Task to carry out: I need the number of lines in the following entries that hold the word "McKinley", and no other text.

Information provided:
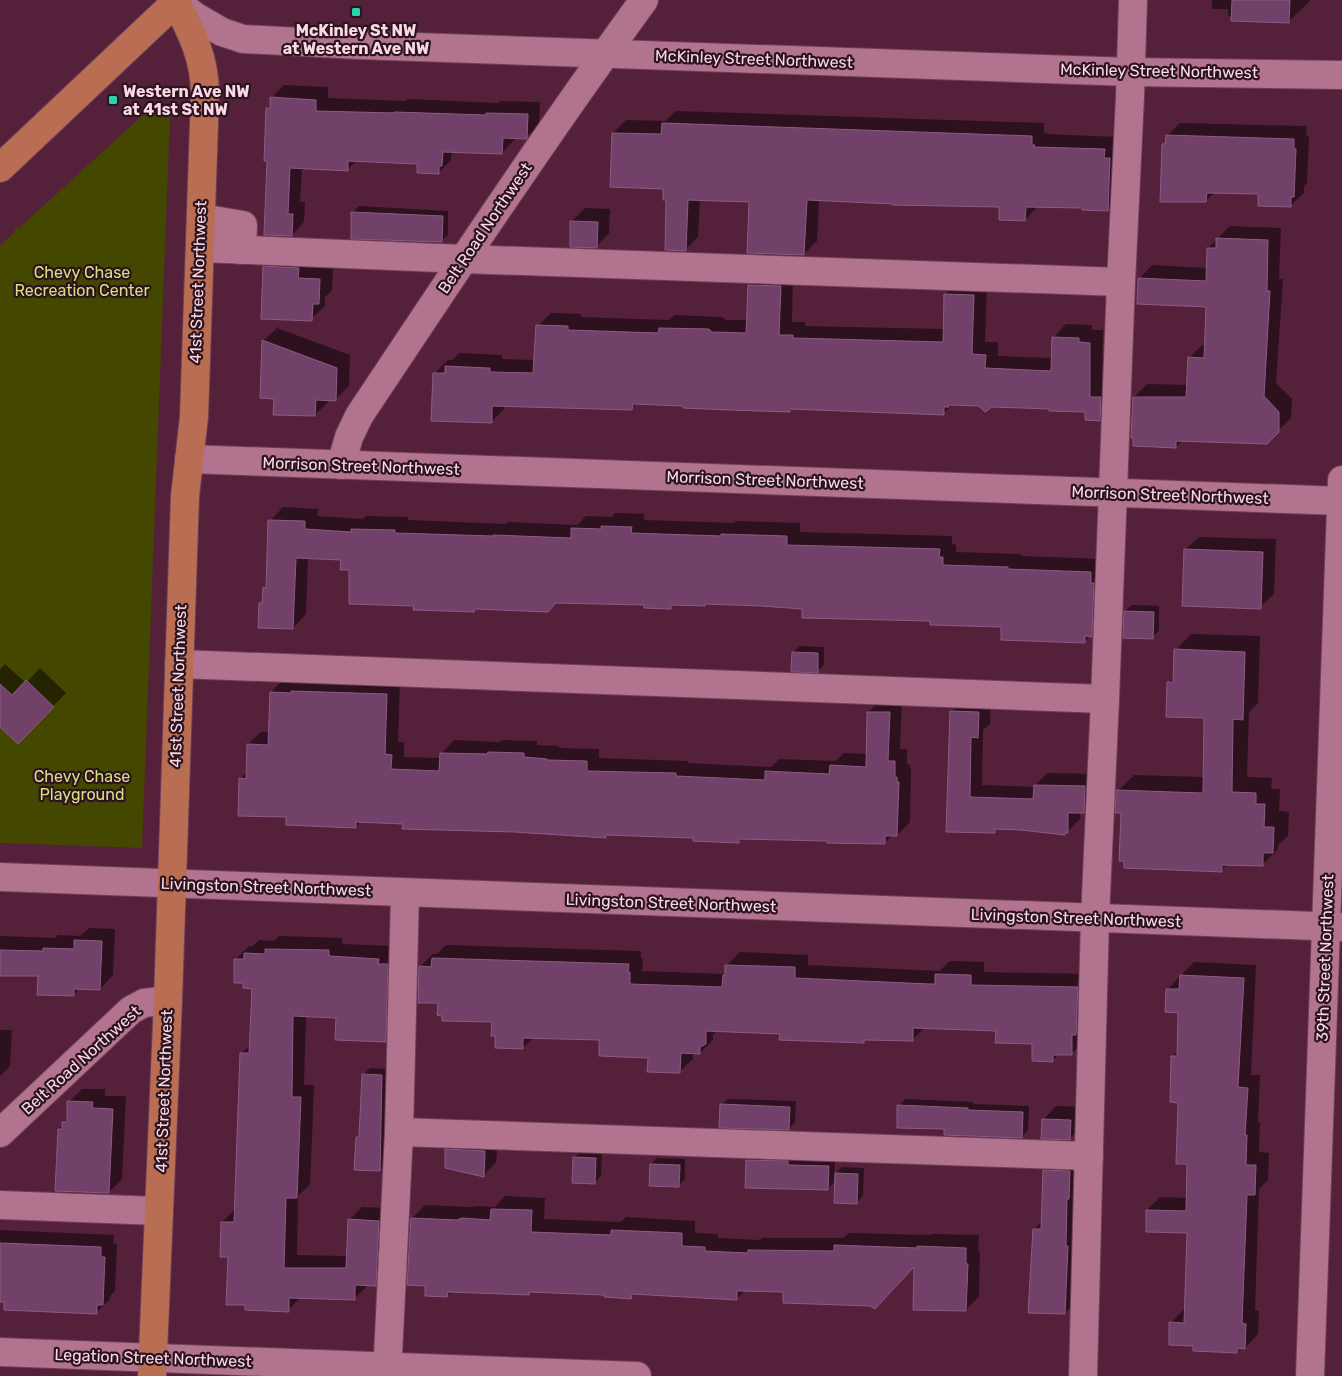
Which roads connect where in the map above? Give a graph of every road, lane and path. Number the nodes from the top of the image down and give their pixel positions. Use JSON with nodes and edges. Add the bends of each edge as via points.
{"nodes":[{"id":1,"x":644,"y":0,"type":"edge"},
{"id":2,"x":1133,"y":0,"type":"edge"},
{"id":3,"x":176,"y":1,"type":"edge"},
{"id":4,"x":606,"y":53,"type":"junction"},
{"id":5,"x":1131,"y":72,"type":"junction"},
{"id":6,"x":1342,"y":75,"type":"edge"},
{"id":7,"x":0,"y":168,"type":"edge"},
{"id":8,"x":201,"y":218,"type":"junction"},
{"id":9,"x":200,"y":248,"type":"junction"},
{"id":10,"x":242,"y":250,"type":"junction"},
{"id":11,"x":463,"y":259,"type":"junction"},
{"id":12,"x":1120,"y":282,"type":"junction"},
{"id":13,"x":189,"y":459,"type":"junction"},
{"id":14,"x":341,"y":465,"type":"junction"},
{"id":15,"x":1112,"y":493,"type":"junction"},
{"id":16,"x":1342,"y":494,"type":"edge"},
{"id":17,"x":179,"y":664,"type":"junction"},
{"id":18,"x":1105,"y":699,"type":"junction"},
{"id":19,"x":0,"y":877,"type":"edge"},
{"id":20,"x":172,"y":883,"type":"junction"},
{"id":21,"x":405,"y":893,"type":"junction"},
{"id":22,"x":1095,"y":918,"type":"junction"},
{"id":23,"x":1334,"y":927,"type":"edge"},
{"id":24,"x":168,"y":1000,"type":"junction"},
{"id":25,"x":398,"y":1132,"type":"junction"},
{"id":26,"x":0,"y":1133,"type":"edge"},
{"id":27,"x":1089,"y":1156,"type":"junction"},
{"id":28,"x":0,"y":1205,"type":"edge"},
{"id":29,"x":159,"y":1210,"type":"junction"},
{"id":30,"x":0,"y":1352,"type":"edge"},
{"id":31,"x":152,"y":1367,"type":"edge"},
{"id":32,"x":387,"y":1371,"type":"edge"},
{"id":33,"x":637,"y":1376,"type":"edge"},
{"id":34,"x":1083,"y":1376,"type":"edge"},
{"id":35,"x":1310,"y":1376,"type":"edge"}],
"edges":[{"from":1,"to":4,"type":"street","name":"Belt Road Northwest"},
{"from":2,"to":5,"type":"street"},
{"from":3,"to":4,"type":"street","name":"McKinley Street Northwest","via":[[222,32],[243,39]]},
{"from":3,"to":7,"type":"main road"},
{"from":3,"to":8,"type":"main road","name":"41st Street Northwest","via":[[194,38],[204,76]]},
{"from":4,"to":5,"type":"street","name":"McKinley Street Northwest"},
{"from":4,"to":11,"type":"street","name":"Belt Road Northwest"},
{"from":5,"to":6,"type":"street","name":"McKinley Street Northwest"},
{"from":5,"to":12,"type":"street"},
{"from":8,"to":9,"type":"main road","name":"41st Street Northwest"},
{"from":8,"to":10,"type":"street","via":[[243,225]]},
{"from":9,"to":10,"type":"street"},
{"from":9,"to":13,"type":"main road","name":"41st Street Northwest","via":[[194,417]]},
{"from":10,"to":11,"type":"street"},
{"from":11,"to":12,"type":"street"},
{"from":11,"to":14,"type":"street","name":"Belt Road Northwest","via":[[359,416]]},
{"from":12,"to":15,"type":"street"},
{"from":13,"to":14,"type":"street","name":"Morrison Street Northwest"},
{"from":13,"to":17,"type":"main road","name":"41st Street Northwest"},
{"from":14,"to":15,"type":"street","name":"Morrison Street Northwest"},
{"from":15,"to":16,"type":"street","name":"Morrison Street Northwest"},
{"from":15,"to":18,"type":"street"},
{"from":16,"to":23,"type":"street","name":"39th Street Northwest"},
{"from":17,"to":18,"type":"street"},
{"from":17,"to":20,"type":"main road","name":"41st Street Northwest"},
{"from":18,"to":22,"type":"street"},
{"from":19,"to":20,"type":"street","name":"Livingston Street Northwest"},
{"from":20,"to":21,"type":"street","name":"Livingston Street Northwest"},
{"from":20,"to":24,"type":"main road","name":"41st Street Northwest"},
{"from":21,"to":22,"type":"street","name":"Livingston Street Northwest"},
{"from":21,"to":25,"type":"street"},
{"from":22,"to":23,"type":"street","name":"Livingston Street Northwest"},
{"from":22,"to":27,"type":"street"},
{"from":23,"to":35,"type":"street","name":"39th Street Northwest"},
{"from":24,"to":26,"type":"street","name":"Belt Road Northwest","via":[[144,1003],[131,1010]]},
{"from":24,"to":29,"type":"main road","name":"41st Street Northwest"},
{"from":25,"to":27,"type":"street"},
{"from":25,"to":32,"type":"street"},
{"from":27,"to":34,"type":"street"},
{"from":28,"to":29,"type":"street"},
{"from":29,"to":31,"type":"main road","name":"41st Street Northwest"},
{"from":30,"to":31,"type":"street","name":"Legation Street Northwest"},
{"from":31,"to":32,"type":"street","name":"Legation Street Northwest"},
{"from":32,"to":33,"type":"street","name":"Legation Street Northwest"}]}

Task output: 3